TASK DIRECTIONS »
The line that contains "Road topology of" marks the start. Output it and all remaining lines exactly, through the final line of the listing.

GIVEN DATA »
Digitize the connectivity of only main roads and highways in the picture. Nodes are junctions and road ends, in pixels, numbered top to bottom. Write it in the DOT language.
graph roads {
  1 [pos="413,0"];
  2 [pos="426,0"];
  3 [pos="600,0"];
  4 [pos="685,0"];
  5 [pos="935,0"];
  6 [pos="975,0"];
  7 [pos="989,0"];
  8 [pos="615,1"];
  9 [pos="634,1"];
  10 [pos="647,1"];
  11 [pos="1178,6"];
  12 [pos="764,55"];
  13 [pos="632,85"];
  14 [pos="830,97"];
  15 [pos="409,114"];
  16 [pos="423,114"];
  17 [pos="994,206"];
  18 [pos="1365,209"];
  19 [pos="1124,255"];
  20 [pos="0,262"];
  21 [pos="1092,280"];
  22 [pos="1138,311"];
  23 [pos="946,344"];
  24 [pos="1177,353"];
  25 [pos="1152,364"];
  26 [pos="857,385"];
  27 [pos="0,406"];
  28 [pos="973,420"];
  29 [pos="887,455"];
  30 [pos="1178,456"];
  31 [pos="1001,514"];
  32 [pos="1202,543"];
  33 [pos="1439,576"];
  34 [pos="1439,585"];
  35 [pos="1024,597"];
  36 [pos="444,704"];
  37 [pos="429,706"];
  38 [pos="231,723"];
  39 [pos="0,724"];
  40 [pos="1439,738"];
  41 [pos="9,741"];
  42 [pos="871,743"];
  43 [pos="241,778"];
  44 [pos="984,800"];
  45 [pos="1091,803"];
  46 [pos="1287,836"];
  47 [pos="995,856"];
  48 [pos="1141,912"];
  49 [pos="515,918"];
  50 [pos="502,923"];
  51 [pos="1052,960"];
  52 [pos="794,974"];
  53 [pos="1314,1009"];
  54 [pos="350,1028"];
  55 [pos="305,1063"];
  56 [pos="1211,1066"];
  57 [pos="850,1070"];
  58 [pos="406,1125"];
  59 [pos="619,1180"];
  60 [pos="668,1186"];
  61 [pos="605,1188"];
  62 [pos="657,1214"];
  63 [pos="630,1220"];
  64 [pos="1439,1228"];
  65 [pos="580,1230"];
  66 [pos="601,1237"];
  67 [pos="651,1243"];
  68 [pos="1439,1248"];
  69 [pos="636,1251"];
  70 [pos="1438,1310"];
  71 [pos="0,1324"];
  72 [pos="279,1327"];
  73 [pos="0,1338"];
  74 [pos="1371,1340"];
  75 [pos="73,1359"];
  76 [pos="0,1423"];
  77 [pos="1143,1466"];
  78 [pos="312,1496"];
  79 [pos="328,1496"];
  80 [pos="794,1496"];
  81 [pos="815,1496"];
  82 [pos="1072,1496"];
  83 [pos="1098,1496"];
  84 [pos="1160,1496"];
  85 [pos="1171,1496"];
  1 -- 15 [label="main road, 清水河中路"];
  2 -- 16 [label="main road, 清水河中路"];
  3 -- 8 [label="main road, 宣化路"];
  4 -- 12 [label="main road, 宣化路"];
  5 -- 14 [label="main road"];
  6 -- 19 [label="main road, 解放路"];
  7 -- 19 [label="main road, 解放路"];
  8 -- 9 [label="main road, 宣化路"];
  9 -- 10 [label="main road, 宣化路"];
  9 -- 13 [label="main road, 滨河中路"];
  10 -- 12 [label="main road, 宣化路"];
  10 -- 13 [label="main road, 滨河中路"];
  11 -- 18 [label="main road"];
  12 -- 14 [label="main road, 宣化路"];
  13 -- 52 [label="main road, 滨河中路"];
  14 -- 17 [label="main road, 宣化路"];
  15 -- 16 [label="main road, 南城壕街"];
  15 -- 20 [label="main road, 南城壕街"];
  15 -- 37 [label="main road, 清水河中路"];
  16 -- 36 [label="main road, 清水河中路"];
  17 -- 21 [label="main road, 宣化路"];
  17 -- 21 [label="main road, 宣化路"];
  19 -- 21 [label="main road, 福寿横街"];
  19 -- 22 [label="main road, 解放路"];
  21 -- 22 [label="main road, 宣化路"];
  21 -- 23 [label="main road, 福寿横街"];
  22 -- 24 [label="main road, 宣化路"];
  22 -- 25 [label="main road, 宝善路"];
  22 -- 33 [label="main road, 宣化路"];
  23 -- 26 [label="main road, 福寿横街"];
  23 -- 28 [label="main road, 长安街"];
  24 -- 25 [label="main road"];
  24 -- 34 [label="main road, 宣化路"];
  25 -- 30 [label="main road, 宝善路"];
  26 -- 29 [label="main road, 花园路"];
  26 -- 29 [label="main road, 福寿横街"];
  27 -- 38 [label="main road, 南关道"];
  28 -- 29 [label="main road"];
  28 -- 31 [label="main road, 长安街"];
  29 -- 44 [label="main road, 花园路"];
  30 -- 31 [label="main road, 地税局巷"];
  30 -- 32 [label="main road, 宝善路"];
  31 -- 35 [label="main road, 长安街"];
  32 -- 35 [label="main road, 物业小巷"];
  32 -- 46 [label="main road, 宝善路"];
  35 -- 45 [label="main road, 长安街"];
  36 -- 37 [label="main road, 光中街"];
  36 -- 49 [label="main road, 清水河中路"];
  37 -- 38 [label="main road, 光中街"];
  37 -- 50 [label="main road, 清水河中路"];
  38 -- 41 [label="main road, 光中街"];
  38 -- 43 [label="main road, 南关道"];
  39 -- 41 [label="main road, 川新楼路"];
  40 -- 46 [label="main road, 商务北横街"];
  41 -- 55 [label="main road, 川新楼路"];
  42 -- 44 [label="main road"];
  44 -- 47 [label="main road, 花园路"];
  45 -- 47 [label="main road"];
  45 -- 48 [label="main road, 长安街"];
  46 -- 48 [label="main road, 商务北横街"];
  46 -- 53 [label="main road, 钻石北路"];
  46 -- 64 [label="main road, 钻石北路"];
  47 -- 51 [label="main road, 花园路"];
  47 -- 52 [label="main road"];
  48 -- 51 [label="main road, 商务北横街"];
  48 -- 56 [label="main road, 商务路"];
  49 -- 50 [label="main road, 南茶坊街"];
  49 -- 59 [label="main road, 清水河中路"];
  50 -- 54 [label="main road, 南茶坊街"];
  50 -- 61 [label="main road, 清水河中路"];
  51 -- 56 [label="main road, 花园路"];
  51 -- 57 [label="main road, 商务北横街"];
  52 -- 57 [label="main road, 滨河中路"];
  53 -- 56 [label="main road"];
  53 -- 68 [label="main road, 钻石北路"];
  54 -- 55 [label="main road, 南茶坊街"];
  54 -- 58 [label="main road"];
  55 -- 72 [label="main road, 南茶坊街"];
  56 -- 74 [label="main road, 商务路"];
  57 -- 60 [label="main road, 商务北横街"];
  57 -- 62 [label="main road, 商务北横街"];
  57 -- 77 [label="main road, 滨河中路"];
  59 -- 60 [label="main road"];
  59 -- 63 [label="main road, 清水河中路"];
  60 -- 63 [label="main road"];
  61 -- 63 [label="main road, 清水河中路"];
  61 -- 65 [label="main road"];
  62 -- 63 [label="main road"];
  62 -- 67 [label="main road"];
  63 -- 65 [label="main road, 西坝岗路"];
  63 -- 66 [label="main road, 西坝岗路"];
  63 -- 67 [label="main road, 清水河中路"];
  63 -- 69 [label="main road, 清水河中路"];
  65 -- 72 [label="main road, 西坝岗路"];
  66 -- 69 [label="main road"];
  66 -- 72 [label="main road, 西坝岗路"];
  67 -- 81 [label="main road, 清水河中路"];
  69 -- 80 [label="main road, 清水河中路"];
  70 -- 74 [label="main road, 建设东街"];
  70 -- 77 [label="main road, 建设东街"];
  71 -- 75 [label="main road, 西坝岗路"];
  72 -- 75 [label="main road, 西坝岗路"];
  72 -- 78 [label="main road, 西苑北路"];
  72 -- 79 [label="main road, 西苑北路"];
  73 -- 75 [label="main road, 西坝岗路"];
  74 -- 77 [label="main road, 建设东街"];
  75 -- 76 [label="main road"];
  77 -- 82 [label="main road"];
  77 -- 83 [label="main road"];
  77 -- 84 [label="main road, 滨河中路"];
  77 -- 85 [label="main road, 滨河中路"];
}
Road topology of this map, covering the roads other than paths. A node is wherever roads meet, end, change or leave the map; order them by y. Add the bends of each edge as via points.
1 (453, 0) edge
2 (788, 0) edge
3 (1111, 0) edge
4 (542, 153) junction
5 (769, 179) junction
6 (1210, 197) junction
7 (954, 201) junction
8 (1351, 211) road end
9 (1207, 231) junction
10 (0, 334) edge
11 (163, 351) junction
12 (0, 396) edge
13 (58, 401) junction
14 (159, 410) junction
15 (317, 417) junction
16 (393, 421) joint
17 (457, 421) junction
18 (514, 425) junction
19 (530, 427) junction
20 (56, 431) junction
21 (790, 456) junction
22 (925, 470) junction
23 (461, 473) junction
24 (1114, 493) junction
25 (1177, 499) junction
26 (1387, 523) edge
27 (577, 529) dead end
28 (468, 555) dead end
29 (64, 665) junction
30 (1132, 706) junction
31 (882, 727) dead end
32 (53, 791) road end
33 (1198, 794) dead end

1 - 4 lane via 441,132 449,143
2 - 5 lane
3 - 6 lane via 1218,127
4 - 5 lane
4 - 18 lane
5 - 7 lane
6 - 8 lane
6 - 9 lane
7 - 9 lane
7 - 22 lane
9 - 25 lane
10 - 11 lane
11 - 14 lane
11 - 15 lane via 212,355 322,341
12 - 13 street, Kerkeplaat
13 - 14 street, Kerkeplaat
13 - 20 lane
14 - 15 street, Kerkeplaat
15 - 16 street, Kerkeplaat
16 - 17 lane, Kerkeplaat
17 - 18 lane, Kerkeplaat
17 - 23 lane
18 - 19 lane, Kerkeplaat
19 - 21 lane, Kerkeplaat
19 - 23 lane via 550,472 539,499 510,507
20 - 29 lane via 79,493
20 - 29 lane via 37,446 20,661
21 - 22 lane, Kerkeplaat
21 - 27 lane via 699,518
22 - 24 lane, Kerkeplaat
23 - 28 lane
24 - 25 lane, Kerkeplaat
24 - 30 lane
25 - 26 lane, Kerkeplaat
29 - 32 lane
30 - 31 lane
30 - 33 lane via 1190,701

ANSWER FOR THIS EXERCISE »
Road topology of this map, covering the roads other than paths. A node is wherever roads meet, end, change or leave the map; order them by y. Add the bends of each edge as via points.
1 (453, 0) edge
2 (788, 0) edge
3 (1111, 0) edge
4 (542, 153) junction
5 (769, 179) junction
6 (1210, 197) junction
7 (954, 201) junction
8 (1351, 211) road end
9 (1207, 231) junction
10 (0, 334) edge
11 (163, 351) junction
12 (0, 396) edge
13 (58, 401) junction
14 (159, 410) junction
15 (317, 417) junction
16 (393, 421) joint
17 (457, 421) junction
18 (514, 425) junction
19 (530, 427) junction
20 (56, 431) junction
21 (790, 456) junction
22 (925, 470) junction
23 (461, 473) junction
24 (1114, 493) junction
25 (1177, 499) junction
26 (1387, 523) edge
27 (577, 529) dead end
28 (468, 555) dead end
29 (64, 665) junction
30 (1132, 706) junction
31 (882, 727) dead end
32 (53, 791) road end
33 (1198, 794) dead end

1 - 4 lane via 441,132 449,143
2 - 5 lane
3 - 6 lane via 1218,127
4 - 5 lane
4 - 18 lane
5 - 7 lane
6 - 8 lane
6 - 9 lane
7 - 9 lane
7 - 22 lane
9 - 25 lane
10 - 11 lane
11 - 14 lane
11 - 15 lane via 212,355 322,341
12 - 13 street, Kerkeplaat
13 - 14 street, Kerkeplaat
13 - 20 lane
14 - 15 street, Kerkeplaat
15 - 16 street, Kerkeplaat
16 - 17 lane, Kerkeplaat
17 - 18 lane, Kerkeplaat
17 - 23 lane
18 - 19 lane, Kerkeplaat
19 - 21 lane, Kerkeplaat
19 - 23 lane via 550,472 539,499 510,507
20 - 29 lane via 79,493
20 - 29 lane via 37,446 20,661
21 - 22 lane, Kerkeplaat
21 - 27 lane via 699,518
22 - 24 lane, Kerkeplaat
23 - 28 lane
24 - 25 lane, Kerkeplaat
24 - 30 lane
25 - 26 lane, Kerkeplaat
29 - 32 lane
30 - 31 lane
30 - 33 lane via 1190,701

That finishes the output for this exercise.